**** Provided data ****
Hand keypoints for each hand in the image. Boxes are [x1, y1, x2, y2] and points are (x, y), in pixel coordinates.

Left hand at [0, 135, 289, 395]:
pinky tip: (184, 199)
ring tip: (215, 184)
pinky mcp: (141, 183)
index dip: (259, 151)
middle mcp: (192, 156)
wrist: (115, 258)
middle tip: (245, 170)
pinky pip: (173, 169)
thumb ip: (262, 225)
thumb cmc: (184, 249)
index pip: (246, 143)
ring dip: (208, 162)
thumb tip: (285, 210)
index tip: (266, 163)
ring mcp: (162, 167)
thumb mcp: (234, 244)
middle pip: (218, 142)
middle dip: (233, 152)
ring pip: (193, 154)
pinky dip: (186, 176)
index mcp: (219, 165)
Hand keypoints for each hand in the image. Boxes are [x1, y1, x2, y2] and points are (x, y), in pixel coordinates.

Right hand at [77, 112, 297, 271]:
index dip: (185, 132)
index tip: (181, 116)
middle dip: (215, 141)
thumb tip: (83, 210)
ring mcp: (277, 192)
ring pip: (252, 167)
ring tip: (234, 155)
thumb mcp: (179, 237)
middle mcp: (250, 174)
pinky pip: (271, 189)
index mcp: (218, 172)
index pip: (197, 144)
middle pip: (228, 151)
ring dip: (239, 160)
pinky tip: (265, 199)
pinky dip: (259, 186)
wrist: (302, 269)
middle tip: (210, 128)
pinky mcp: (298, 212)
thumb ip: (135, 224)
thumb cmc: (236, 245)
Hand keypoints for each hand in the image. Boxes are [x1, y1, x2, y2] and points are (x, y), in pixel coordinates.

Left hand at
****
**** Provided data ****
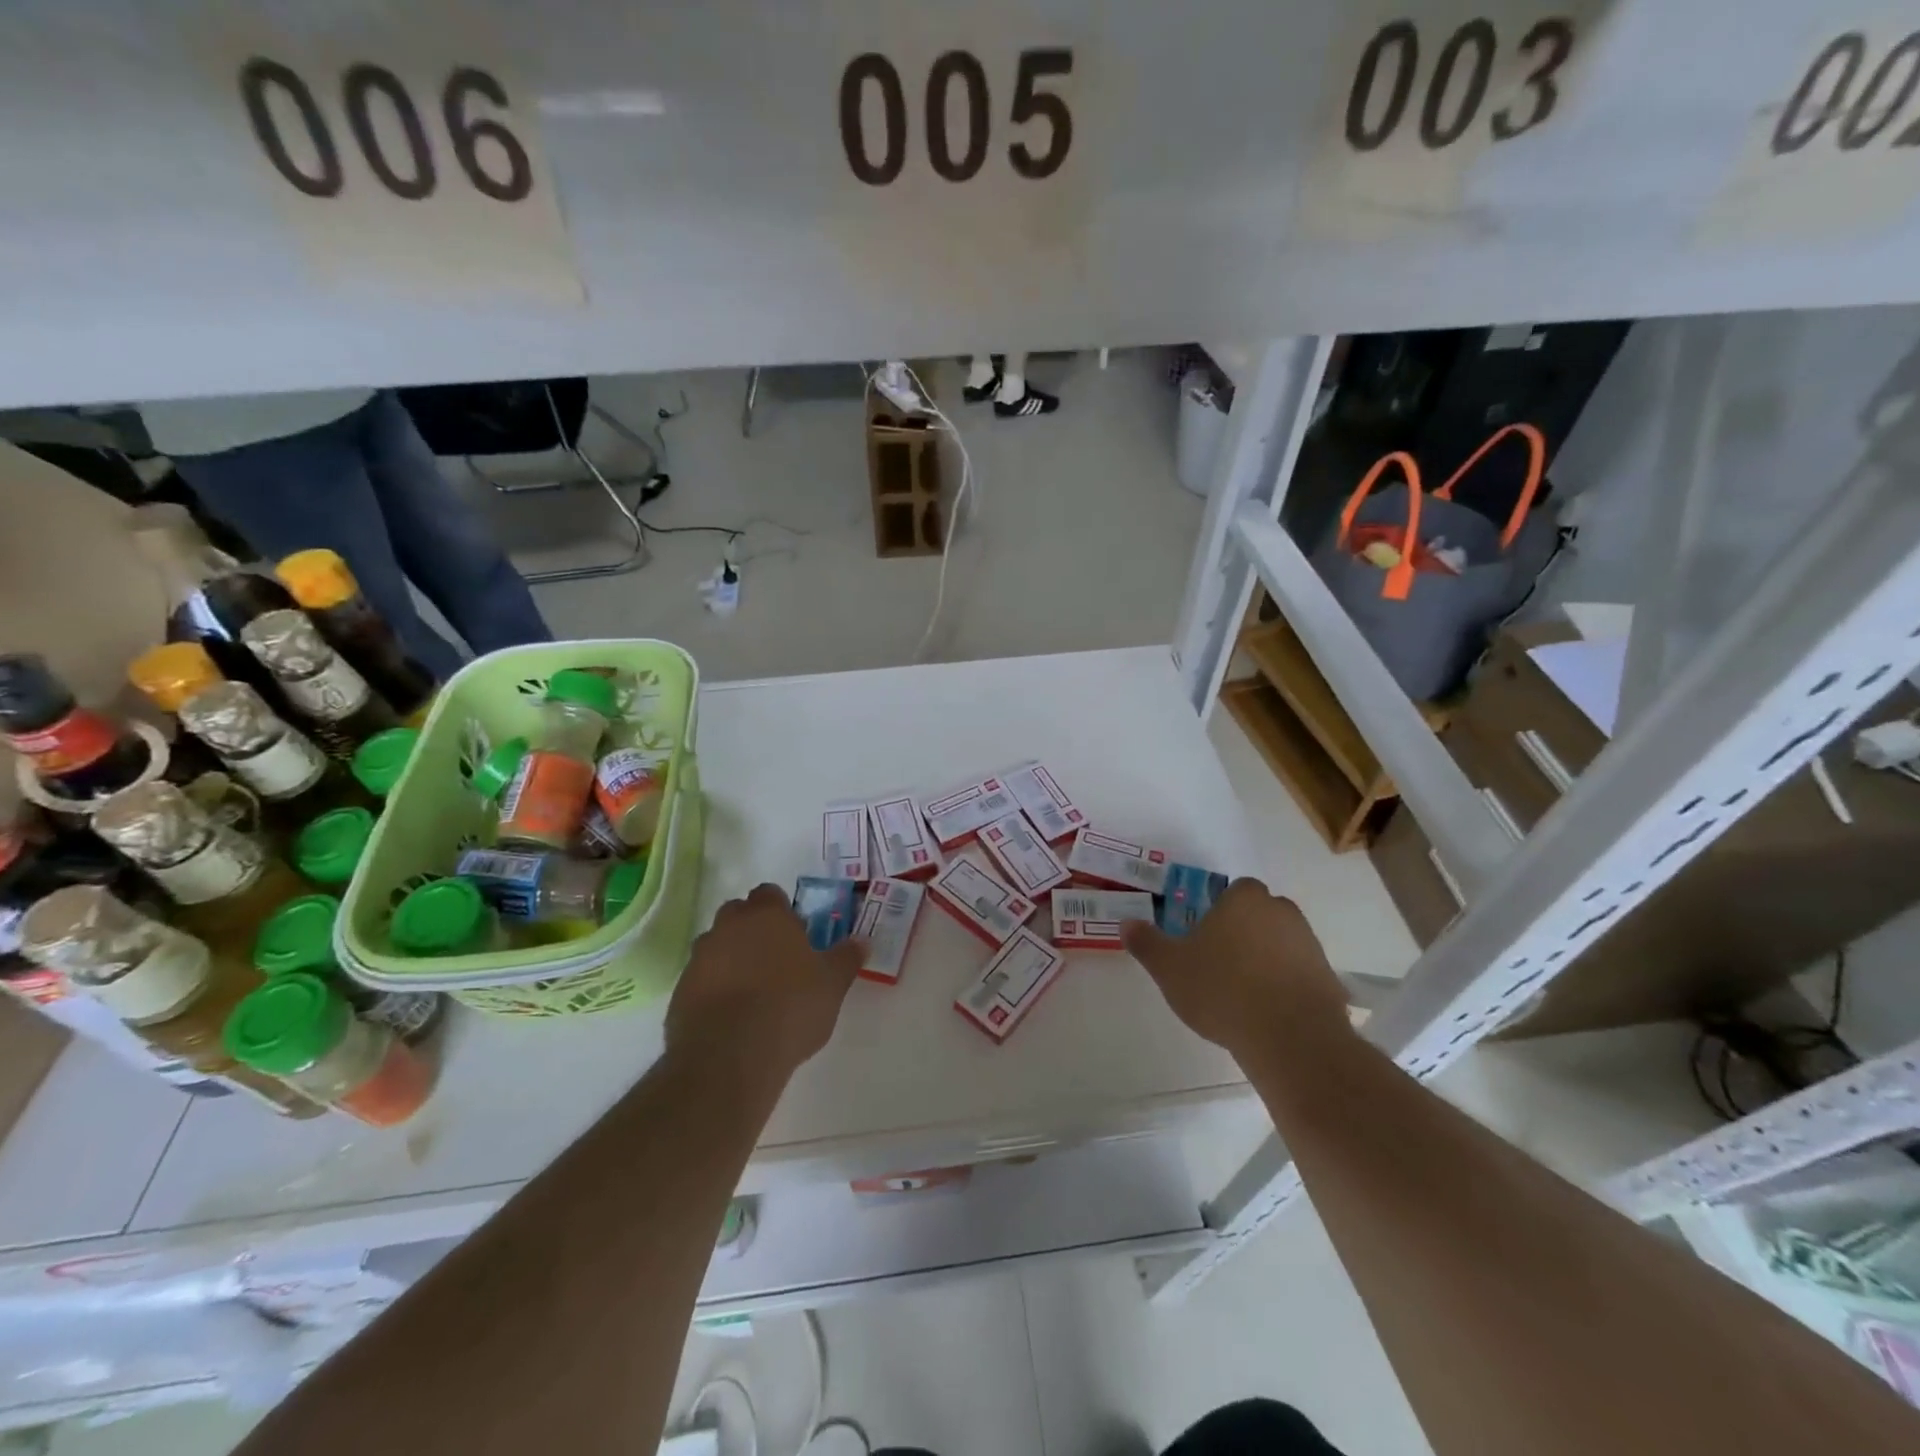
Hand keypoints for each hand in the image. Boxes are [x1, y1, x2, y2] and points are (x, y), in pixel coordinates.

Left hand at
****
**** Provided data ****
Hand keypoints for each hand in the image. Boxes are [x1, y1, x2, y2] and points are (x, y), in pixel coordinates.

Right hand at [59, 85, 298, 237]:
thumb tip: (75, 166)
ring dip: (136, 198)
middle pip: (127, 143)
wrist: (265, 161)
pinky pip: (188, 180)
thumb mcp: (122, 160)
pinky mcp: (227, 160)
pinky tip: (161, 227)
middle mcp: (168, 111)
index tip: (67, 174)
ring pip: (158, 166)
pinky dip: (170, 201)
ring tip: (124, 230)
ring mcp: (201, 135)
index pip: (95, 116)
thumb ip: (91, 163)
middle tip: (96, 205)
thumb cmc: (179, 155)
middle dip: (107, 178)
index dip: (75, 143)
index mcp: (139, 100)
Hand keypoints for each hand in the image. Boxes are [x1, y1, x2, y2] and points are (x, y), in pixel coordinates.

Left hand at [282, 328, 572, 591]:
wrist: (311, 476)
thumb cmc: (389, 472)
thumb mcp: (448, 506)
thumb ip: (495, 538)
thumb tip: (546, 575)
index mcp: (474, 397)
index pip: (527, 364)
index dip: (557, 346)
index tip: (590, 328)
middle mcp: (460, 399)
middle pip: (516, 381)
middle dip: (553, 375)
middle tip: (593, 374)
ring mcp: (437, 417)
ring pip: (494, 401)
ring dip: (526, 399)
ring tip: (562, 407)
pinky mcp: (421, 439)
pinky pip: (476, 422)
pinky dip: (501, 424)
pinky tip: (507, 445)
****
### What the task asks
Note every line in the material with "Left" and copy it.

### Solution for this task
Left hand at [0, 135, 289, 395]:
Left hand at
Left hand at
Left hand at [282, 328, 572, 591]:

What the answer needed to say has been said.